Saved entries
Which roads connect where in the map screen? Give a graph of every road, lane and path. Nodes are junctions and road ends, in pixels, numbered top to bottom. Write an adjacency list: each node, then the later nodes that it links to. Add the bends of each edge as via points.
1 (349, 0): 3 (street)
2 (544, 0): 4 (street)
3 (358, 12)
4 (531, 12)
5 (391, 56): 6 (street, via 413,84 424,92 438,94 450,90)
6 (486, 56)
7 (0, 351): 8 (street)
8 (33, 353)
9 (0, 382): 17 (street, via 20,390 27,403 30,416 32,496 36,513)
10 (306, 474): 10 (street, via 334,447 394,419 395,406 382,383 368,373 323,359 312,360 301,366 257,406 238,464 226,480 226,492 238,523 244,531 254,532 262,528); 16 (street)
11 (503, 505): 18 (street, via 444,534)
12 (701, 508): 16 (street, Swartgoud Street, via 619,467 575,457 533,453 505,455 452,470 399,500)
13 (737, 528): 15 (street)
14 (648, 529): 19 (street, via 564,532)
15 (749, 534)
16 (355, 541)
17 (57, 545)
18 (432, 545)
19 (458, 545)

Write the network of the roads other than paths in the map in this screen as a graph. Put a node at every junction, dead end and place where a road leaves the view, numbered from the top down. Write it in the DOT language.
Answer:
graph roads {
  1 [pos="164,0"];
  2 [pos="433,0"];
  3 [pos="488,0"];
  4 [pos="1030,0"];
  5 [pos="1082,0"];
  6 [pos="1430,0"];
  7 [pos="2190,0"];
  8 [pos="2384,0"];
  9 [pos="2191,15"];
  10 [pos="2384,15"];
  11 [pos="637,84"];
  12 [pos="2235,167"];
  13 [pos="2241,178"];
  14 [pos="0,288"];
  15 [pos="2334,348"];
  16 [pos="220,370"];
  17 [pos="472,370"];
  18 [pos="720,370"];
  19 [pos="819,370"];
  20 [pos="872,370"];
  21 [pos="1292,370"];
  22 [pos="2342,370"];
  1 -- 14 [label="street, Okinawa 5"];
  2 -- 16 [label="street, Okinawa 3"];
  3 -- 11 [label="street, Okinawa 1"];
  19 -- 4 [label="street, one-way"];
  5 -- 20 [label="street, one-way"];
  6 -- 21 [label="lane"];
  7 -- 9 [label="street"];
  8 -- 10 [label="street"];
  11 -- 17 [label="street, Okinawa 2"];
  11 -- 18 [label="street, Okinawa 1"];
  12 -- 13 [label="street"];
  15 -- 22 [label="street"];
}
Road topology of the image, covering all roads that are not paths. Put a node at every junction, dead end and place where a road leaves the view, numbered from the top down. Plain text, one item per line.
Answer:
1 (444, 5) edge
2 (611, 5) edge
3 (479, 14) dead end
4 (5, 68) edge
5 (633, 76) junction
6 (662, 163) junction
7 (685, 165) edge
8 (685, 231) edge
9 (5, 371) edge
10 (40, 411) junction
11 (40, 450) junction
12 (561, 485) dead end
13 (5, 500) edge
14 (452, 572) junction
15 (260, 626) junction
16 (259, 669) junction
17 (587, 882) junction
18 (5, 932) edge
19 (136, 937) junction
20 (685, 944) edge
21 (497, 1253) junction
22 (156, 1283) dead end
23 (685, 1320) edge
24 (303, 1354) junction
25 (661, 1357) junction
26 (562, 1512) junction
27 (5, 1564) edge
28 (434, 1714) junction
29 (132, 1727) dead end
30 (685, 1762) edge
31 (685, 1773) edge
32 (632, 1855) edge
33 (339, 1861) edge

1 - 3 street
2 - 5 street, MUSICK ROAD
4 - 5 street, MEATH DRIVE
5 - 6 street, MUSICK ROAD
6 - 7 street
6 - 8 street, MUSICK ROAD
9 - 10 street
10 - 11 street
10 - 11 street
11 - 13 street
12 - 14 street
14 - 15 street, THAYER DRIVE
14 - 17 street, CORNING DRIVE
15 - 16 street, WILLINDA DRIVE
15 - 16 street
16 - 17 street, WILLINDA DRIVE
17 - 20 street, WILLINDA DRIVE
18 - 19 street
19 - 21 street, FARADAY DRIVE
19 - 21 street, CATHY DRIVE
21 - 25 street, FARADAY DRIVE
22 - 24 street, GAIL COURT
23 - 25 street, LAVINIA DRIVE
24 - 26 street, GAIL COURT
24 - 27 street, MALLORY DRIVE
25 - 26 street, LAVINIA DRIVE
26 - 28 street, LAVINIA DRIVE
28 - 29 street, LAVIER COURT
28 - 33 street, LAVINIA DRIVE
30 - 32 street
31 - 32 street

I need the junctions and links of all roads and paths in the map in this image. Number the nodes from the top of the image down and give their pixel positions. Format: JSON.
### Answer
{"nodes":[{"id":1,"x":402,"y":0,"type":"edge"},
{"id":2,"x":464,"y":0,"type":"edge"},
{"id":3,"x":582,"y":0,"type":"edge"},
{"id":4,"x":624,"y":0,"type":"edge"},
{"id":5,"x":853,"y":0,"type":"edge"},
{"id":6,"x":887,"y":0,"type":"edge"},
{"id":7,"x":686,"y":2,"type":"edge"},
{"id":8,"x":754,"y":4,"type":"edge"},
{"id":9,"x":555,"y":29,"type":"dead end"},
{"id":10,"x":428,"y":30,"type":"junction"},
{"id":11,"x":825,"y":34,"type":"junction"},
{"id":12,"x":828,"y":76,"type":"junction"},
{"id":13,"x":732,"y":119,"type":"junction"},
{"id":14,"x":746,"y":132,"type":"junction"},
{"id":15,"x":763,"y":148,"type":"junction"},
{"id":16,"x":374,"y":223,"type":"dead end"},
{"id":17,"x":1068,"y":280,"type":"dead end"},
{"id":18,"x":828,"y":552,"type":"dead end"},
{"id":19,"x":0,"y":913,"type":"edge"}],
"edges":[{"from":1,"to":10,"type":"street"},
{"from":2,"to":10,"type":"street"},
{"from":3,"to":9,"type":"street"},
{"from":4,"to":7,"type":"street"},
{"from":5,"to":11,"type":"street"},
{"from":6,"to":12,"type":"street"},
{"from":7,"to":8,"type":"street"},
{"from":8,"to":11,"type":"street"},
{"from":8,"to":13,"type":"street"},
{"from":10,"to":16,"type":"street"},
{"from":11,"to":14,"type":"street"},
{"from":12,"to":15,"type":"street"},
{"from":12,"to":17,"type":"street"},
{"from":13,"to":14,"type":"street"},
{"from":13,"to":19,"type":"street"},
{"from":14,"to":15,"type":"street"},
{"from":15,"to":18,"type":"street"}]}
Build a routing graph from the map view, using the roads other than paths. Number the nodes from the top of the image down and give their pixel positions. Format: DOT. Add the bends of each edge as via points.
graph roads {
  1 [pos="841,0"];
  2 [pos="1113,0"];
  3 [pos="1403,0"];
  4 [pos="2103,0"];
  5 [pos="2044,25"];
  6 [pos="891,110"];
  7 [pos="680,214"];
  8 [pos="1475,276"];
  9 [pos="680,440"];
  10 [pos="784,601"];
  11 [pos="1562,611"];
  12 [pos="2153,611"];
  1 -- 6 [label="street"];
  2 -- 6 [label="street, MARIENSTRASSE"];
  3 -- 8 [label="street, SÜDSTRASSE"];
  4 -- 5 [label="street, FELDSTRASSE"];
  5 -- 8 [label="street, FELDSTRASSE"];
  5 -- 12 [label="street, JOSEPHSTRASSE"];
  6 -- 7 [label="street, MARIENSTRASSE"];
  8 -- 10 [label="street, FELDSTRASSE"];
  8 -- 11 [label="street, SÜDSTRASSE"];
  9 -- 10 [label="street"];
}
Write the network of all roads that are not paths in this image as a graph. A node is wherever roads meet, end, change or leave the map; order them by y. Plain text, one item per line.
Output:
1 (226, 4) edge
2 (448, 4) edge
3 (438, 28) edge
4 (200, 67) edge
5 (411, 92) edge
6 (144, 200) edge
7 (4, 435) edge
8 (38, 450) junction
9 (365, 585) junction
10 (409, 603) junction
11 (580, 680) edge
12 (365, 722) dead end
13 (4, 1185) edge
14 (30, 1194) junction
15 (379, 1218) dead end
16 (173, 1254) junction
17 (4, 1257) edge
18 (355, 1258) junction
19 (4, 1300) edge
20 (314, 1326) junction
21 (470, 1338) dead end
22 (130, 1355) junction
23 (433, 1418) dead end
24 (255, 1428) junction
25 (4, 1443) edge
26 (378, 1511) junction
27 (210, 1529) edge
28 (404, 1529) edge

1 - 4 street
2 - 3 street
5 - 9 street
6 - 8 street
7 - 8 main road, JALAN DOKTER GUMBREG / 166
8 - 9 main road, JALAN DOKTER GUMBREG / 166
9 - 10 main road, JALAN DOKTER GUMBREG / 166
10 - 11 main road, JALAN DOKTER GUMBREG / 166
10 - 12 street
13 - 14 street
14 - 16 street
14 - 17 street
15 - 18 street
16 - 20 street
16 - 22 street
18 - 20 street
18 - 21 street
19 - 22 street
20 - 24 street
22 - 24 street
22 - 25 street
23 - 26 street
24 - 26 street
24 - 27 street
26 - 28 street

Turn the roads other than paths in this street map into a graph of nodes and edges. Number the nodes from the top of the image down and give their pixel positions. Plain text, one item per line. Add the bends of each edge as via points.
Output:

▶ _Required action_:
Each line from the start of the records through the line holding "Write the network of the" must be returned exactly; nothing else belongs in the answer.

▶ _Answer for this exercise_:
Which roads connect where in the map screen? Give a graph of every road, lane and path. Nodes are junctions and road ends, in pixels, numbered top to bottom. Write an adjacency list: each node, then the later nodes that it links to. Add the bends of each edge as via points.
1 (349, 0): 3 (street)
2 (544, 0): 4 (street)
3 (358, 12)
4 (531, 12)
5 (391, 56): 6 (street, via 413,84 424,92 438,94 450,90)
6 (486, 56)
7 (0, 351): 8 (street)
8 (33, 353)
9 (0, 382): 17 (street, via 20,390 27,403 30,416 32,496 36,513)
10 (306, 474): 10 (street, via 334,447 394,419 395,406 382,383 368,373 323,359 312,360 301,366 257,406 238,464 226,480 226,492 238,523 244,531 254,532 262,528); 16 (street)
11 (503, 505): 18 (street, via 444,534)
12 (701, 508): 16 (street, Swartgoud Street, via 619,467 575,457 533,453 505,455 452,470 399,500)
13 (737, 528): 15 (street)
14 (648, 529): 19 (street, via 564,532)
15 (749, 534)
16 (355, 541)
17 (57, 545)
18 (432, 545)
19 (458, 545)

Write the network of the roads other than paths in the map in this screen as a graph. Put a node at every junction, dead end and place where a road leaves the view, numbered from the top down. Write it in the DOT language.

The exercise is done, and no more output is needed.